Items from a data source
----------

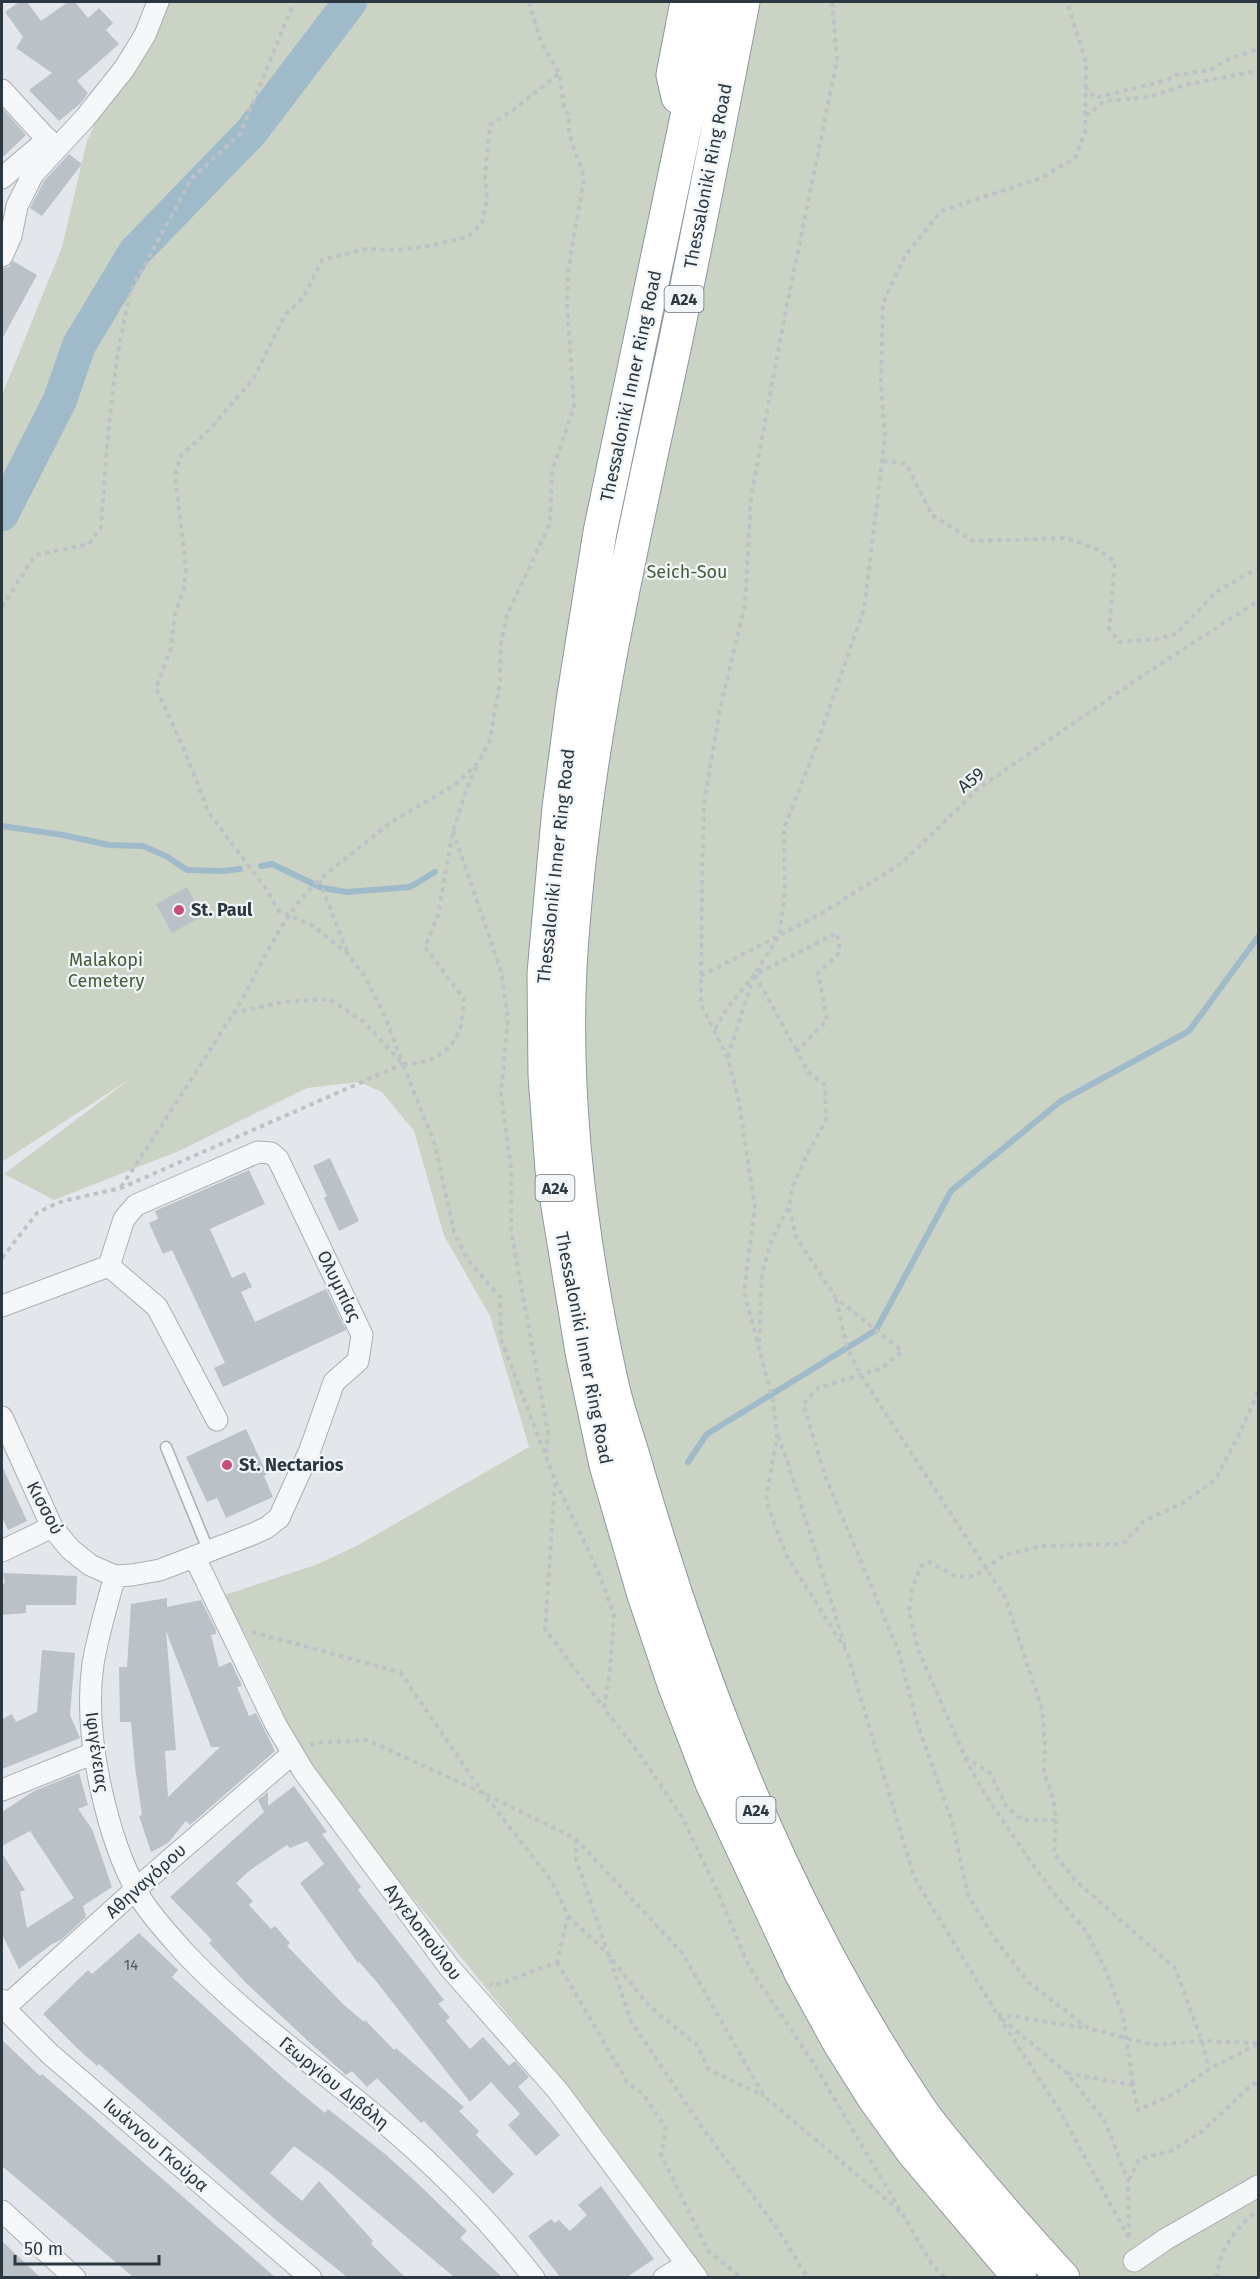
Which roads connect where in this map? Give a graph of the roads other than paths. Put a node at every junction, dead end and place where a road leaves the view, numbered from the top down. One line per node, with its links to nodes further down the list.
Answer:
1 (158, 2): 7 (street)
2 (687, 2): 6 (highway)
3 (711, 2): 6 (highway, Thessaloniki Inner Ring Road / Α24)
4 (743, 2): 33 (highway, Thessaloniki Inner Ring Road / Α24)
5 (2, 90): 7 (street)
6 (684, 123): 32 (highway, Thessaloniki Inner Ring Road / Α24)
7 (52, 144): 8 (street); 9 (street)
8 (2, 178)
9 (2, 256)
10 (109, 1266): 11 (street); 13 (street); 17 (street, Ολυμπίας)
11 (2, 1306)
12 (2, 1417): 15 (street, Κισσού)
13 (217, 1420)
14 (166, 1447): 17 (lane)
15 (52, 1527): 16 (street); 18 (street, Κισσού)
16 (2, 1551)
17 (202, 1555): 18 (street, Ολυμπίας); 20 (street, Αγγελοπούλου)
18 (115, 1576): 19 (street, Ιφιγένειας)
19 (94, 1753): 21 (street); 22 (street, Ιφιγένειας)
20 (292, 1754): 22 (street, Αθηναγόρου); 27 (street, Αγγελοπούλου)
21 (2, 1790)
22 (136, 1889): 23 (street, Αθηναγόρου); 30 (street, Γεωργίου Διβόλη)
23 (3, 2006): 29 (street, Ιωάννου Γκούρα)
24 (1258, 2186): 26 (street)
25 (2, 2211): 28 (street)
26 (1136, 2260)
27 (692, 2271): 31 (street)
28 (75, 2277)
29 (311, 2277)
30 (534, 2277)
31 (664, 2277)
32 (1020, 2277)
33 (1063, 2277)

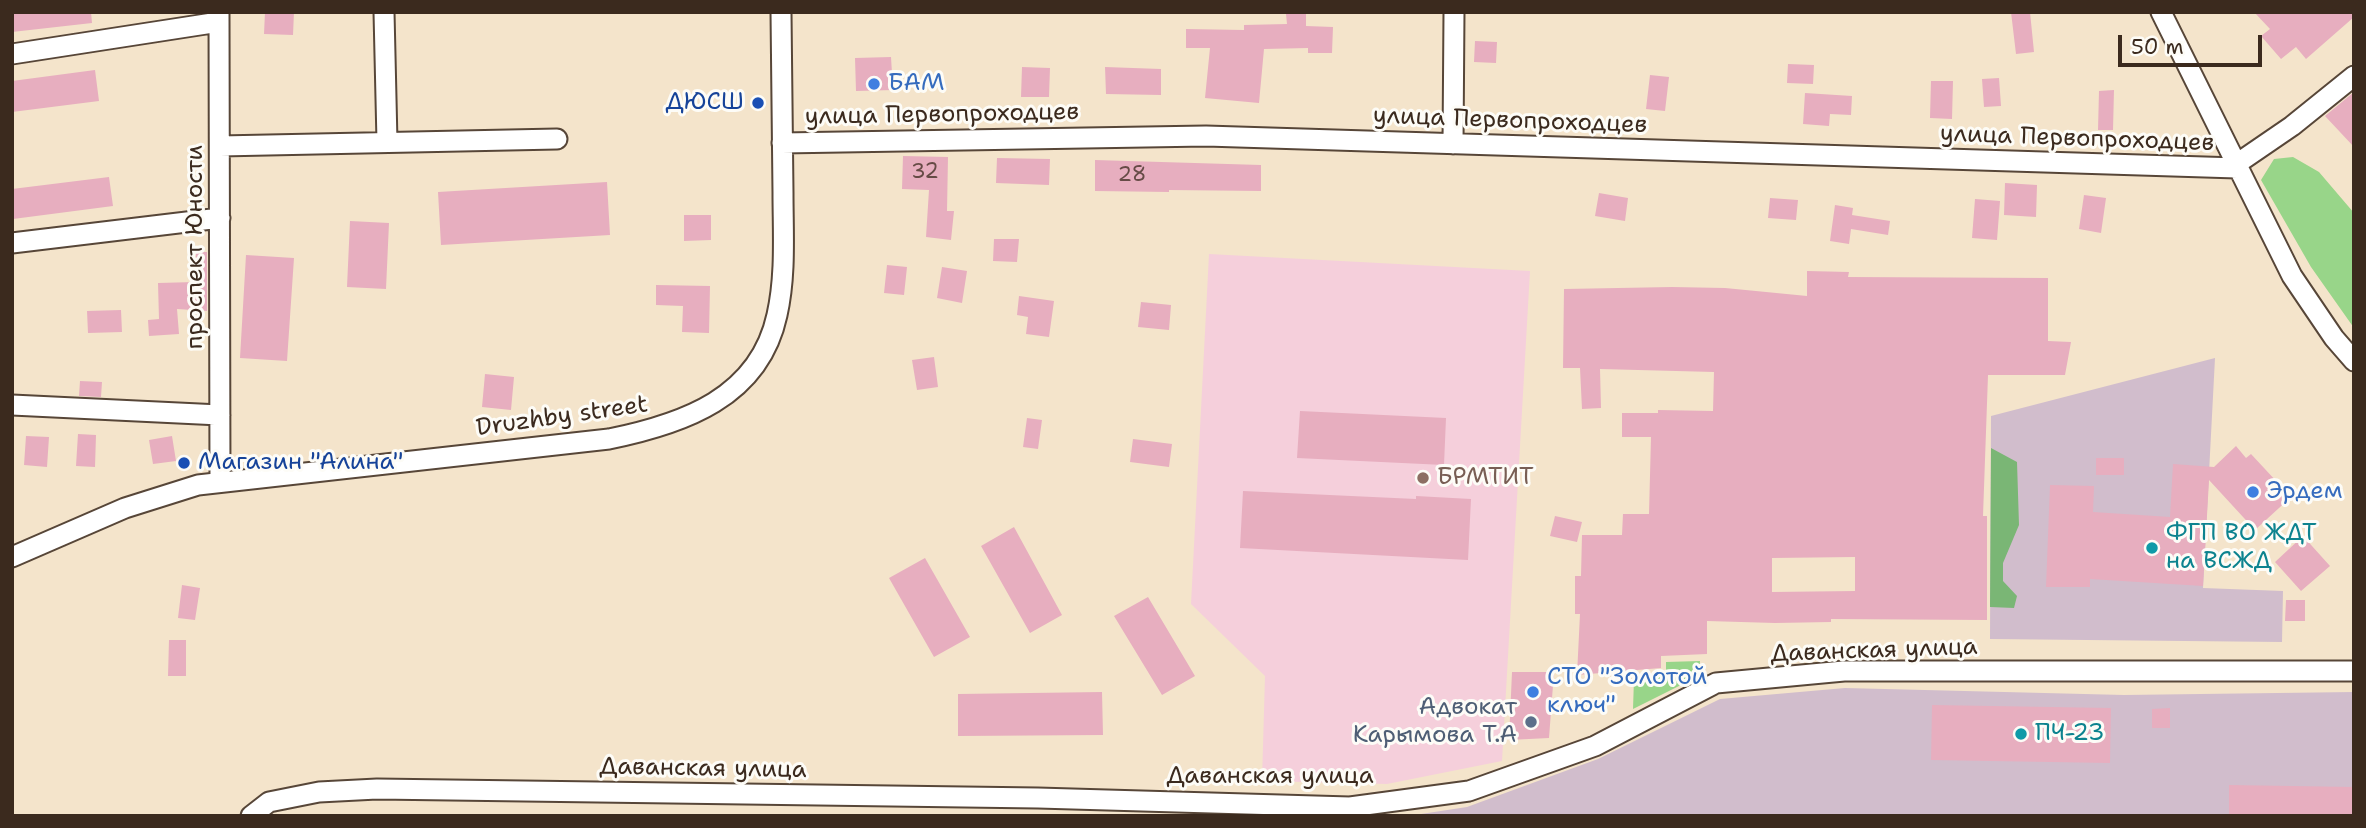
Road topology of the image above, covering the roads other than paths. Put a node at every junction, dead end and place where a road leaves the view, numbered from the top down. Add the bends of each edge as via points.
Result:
1 (384, 12) edge
2 (781, 12) edge
3 (1454, 12) edge
4 (2161, 12) edge
5 (219, 17) edge
6 (12, 54) edge
7 (2354, 76) edge
8 (557, 139) dead end
9 (387, 142) junction
10 (782, 143) junction
11 (1453, 144) junction
12 (220, 146) junction
13 (2236, 167) junction
14 (220, 218) junction
15 (12, 243) edge
16 (2354, 361) edge
17 (12, 405) edge
18 (220, 415) junction
19 (220, 482) junction
20 (12, 557) edge
21 (2354, 671) edge
22 (251, 816) edge

1 - 9 street
2 - 10 street, Druzhby street
3 - 11 street
4 - 13 street
5 - 6 street
5 - 12 street, проспект Юности
7 - 13 street
8 - 9 street
9 - 12 street
10 - 11 street, улица Первопроходцев via 1206,136
10 - 19 street, Druzhby street via 783,258 777,316 747,376 710,406 670,424 609,439
11 - 13 street, улица Первопроходцев
12 - 14 street, проспект Юности
13 - 16 street via 2292,276
14 - 15 street
14 - 18 street, проспект Юности
17 - 18 street
18 - 19 street, проспект Юности
19 - 20 street, Druzhby street via 125,508
21 - 22 street, Даванская улица via 1844,671 1716,683 1595,746 1469,792 1350,807 377,789 318,792 269,802

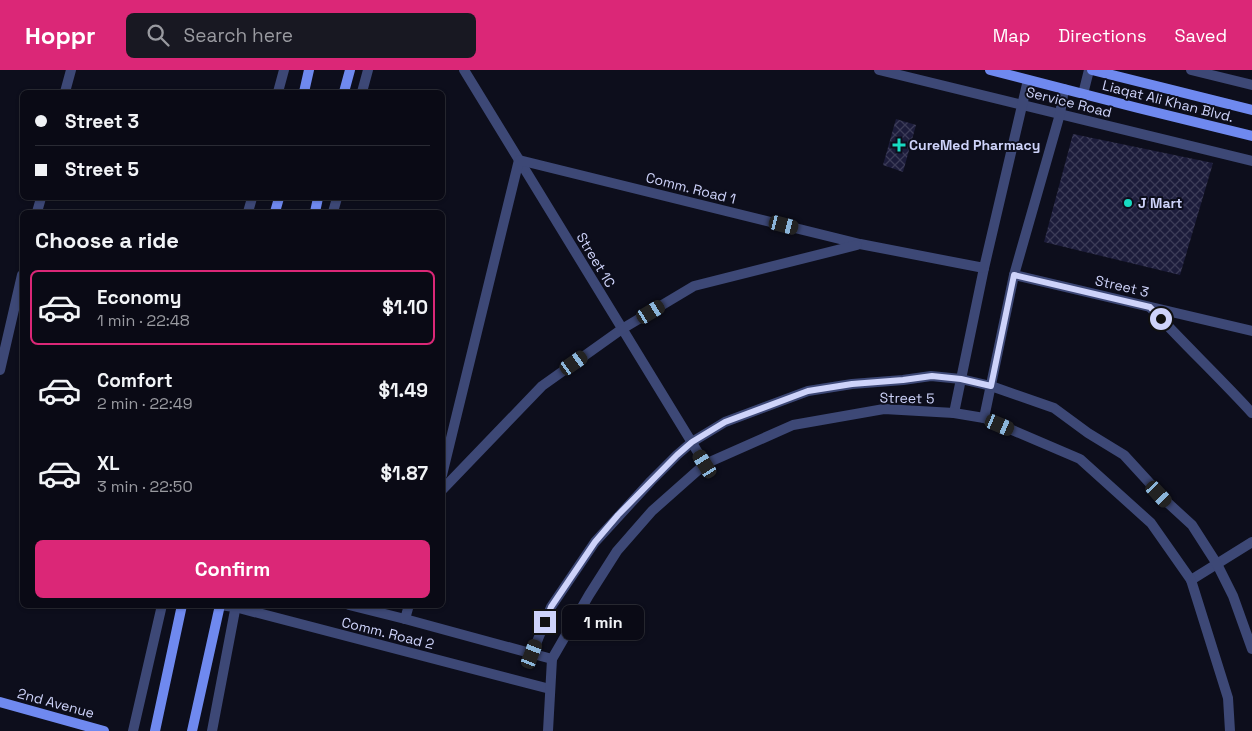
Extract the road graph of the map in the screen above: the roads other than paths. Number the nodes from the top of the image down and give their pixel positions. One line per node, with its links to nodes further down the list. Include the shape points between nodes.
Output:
1 (71, 70): 14 (street)
2 (284, 70): 15 (street)
3 (309, 70): 16 (main road)
4 (350, 70): 17 (main road)
5 (368, 70): 18 (street)
6 (464, 70): 24 (street, Street 1C)
7 (879, 70): 20 (street, Service Road)
8 (990, 70): 11 (main road, Liaqat Ali Khan Blvd.)
9 (1091, 70): 19 (street); 21 (main road)
10 (1191, 70): 12 (street)
11 (1028, 80): 13 (main road, Liaqat Ali Khan Blvd.); 20 (street)
12 (1252, 84)
13 (1064, 89): 19 (main road, Liaqat Ali Khan Blvd.); 22 (street)
14 (66, 90)
15 (279, 90)
16 (304, 90)
17 (345, 90)
18 (363, 90)
19 (1083, 94): 23 (main road, Liaqat Ali Khan Blvd.)
20 (1023, 104): 22 (street, Service Road); 27 (street)
21 (1252, 110)
22 (1060, 114): 25 (street, Service Road); 28 (street)
23 (1252, 136)
24 (520, 160): 26 (street, Comm. Road 1); 31 (street, Street 1C); 40 (street)
25 (1252, 161)
26 (860, 244): 27 (street, Comm. Road 1); 31 (street, via 694,286)
27 (984, 268): 34 (street)
28 (1014, 275): 30 (street, Street 3); 35 (street)
29 (20, 284): 33 (street)
30 (1150, 307): 32 (street, Street 3); 37 (street)
31 (622, 329): 39 (street, Street 1C); 42 (street, via 542,386)
32 (1252, 331)
33 (0, 370)
34 (961, 379): 35 (street, Street 5); 36 (street); 39 (street, Street 5, via 932,376 808,391 725,422)
35 (991, 386): 38 (street); 44 (street, Street 5, via 1054,408 1124,455 1192,525)
36 (954, 413): 38 (street, Street 5); 41 (street, Street 5, via 884,409 793,424)
37 (1252, 413)
38 (984, 418): 45 (street, Street 5, via 1080,459 1151,523)
39 (692, 442): 41 (street, Street 1C); 55 (street, Street 5, via 595,542 551,607)
40 (445, 462)
41 (705, 464): 56 (street, Street 5, via 652,511 617,551)
42 (445, 487)
43 (1252, 542): 44 (street)
44 (1217, 564): 45 (street); 54 (street, Street 5)
45 (1191, 580): 65 (street, Street 5, via 1228,698)
46 (161, 608): 60 (street)
47 (181, 608): 61 (main road)
48 (219, 608): 62 (main road)
49 (236, 608): 63 (street)
50 (244, 608): 57 (street, Comm. Road 2)
51 (361, 608): 53 (street, Comm. Road 2)
52 (408, 608): 53 (street)
53 (405, 619): 55 (street, Comm. Road 2)
54 (1252, 649)
55 (532, 654): 56 (street, Comm. Road 2)
56 (552, 659): 57 (street, Street 5)
57 (550, 688): 64 (street, Street 5)
58 (0, 702): 59 (main road, 2nd Avenue)
59 (104, 731)
60 (134, 731)
61 (155, 731)
62 (192, 731)
63 (212, 731)
64 (548, 731)
65 (1230, 731)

----------

## THE PROBLEM
Would you repeat the entries exactly, keeping the images out?

## WORKED SOLUTION
Which roads connect where in this map? Give a graph of the roads other than paths. Put a node at every junction, dead end and place where a road leaves the view, numbered from the top down. One line per node, with its links to nodes further down the list.
Answer:
1 (158, 2): 7 (street)
2 (687, 2): 6 (highway)
3 (711, 2): 6 (highway, Thessaloniki Inner Ring Road / Α24)
4 (743, 2): 33 (highway, Thessaloniki Inner Ring Road / Α24)
5 (2, 90): 7 (street)
6 (684, 123): 32 (highway, Thessaloniki Inner Ring Road / Α24)
7 (52, 144): 8 (street); 9 (street)
8 (2, 178)
9 (2, 256)
10 (109, 1266): 11 (street); 13 (street); 17 (street, Ολυμπίας)
11 (2, 1306)
12 (2, 1417): 15 (street, Κισσού)
13 (217, 1420)
14 (166, 1447): 17 (lane)
15 (52, 1527): 16 (street); 18 (street, Κισσού)
16 (2, 1551)
17 (202, 1555): 18 (street, Ολυμπίας); 20 (street, Αγγελοπούλου)
18 (115, 1576): 19 (street, Ιφιγένειας)
19 (94, 1753): 21 (street); 22 (street, Ιφιγένειας)
20 (292, 1754): 22 (street, Αθηναγόρου); 27 (street, Αγγελοπούλου)
21 (2, 1790)
22 (136, 1889): 23 (street, Αθηναγόρου); 30 (street, Γεωργίου Διβόλη)
23 (3, 2006): 29 (street, Ιωάννου Γκούρα)
24 (1258, 2186): 26 (street)
25 (2, 2211): 28 (street)
26 (1136, 2260)
27 (692, 2271): 31 (street)
28 (75, 2277)
29 (311, 2277)
30 (534, 2277)
31 (664, 2277)
32 (1020, 2277)
33 (1063, 2277)

Road topology of the image above, covering the roads other than paths. Put a node at every junction, dead end and place where a road leaves the view, numbered from the top down. Add the bends of each edge as via points.
Result:
1 (384, 12) edge
2 (781, 12) edge
3 (1454, 12) edge
4 (2161, 12) edge
5 (219, 17) edge
6 (12, 54) edge
7 (2354, 76) edge
8 (557, 139) dead end
9 (387, 142) junction
10 (782, 143) junction
11 (1453, 144) junction
12 (220, 146) junction
13 (2236, 167) junction
14 (220, 218) junction
15 (12, 243) edge
16 (2354, 361) edge
17 (12, 405) edge
18 (220, 415) junction
19 (220, 482) junction
20 (12, 557) edge
21 (2354, 671) edge
22 (251, 816) edge

1 - 9 street
2 - 10 street, Druzhby street
3 - 11 street
4 - 13 street
5 - 6 street
5 - 12 street, проспект Юности
7 - 13 street
8 - 9 street
9 - 12 street
10 - 11 street, улица Первопроходцев via 1206,136
10 - 19 street, Druzhby street via 783,258 777,316 747,376 710,406 670,424 609,439
11 - 13 street, улица Первопроходцев
12 - 14 street, проспект Юности
13 - 16 street via 2292,276
14 - 15 street
14 - 18 street, проспект Юности
17 - 18 street
18 - 19 street, проспект Юности
19 - 20 street, Druzhby street via 125,508
21 - 22 street, Даванская улица via 1844,671 1716,683 1595,746 1469,792 1350,807 377,789 318,792 269,802

Extract the road graph of the map in the screen above: the roads other than paths. Number the nodes from the top of the image down and give their pixel positions. One line per node, with its links to nodes further down the list. Include the shape points between nodes.
Output:
1 (71, 70): 14 (street)
2 (284, 70): 15 (street)
3 (309, 70): 16 (main road)
4 (350, 70): 17 (main road)
5 (368, 70): 18 (street)
6 (464, 70): 24 (street, Street 1C)
7 (879, 70): 20 (street, Service Road)
8 (990, 70): 11 (main road, Liaqat Ali Khan Blvd.)
9 (1091, 70): 19 (street); 21 (main road)
10 (1191, 70): 12 (street)
11 (1028, 80): 13 (main road, Liaqat Ali Khan Blvd.); 20 (street)
12 (1252, 84)
13 (1064, 89): 19 (main road, Liaqat Ali Khan Blvd.); 22 (street)
14 (66, 90)
15 (279, 90)
16 (304, 90)
17 (345, 90)
18 (363, 90)
19 (1083, 94): 23 (main road, Liaqat Ali Khan Blvd.)
20 (1023, 104): 22 (street, Service Road); 27 (street)
21 (1252, 110)
22 (1060, 114): 25 (street, Service Road); 28 (street)
23 (1252, 136)
24 (520, 160): 26 (street, Comm. Road 1); 31 (street, Street 1C); 40 (street)
25 (1252, 161)
26 (860, 244): 27 (street, Comm. Road 1); 31 (street, via 694,286)
27 (984, 268): 34 (street)
28 (1014, 275): 30 (street, Street 3); 35 (street)
29 (20, 284): 33 (street)
30 (1150, 307): 32 (street, Street 3); 37 (street)
31 (622, 329): 39 (street, Street 1C); 42 (street, via 542,386)
32 (1252, 331)
33 (0, 370)
34 (961, 379): 35 (street, Street 5); 36 (street); 39 (street, Street 5, via 932,376 808,391 725,422)
35 (991, 386): 38 (street); 44 (street, Street 5, via 1054,408 1124,455 1192,525)
36 (954, 413): 38 (street, Street 5); 41 (street, Street 5, via 884,409 793,424)
37 (1252, 413)
38 (984, 418): 45 (street, Street 5, via 1080,459 1151,523)
39 (692, 442): 41 (street, Street 1C); 55 (street, Street 5, via 595,542 551,607)
40 (445, 462)
41 (705, 464): 56 (street, Street 5, via 652,511 617,551)
42 (445, 487)
43 (1252, 542): 44 (street)
44 (1217, 564): 45 (street); 54 (street, Street 5)
45 (1191, 580): 65 (street, Street 5, via 1228,698)
46 (161, 608): 60 (street)
47 (181, 608): 61 (main road)
48 (219, 608): 62 (main road)
49 (236, 608): 63 (street)
50 (244, 608): 57 (street, Comm. Road 2)
51 (361, 608): 53 (street, Comm. Road 2)
52 (408, 608): 53 (street)
53 (405, 619): 55 (street, Comm. Road 2)
54 (1252, 649)
55 (532, 654): 56 (street, Comm. Road 2)
56 (552, 659): 57 (street, Street 5)
57 (550, 688): 64 (street, Street 5)
58 (0, 702): 59 (main road, 2nd Avenue)
59 (104, 731)
60 (134, 731)
61 (155, 731)
62 (192, 731)
63 (212, 731)
64 (548, 731)
65 (1230, 731)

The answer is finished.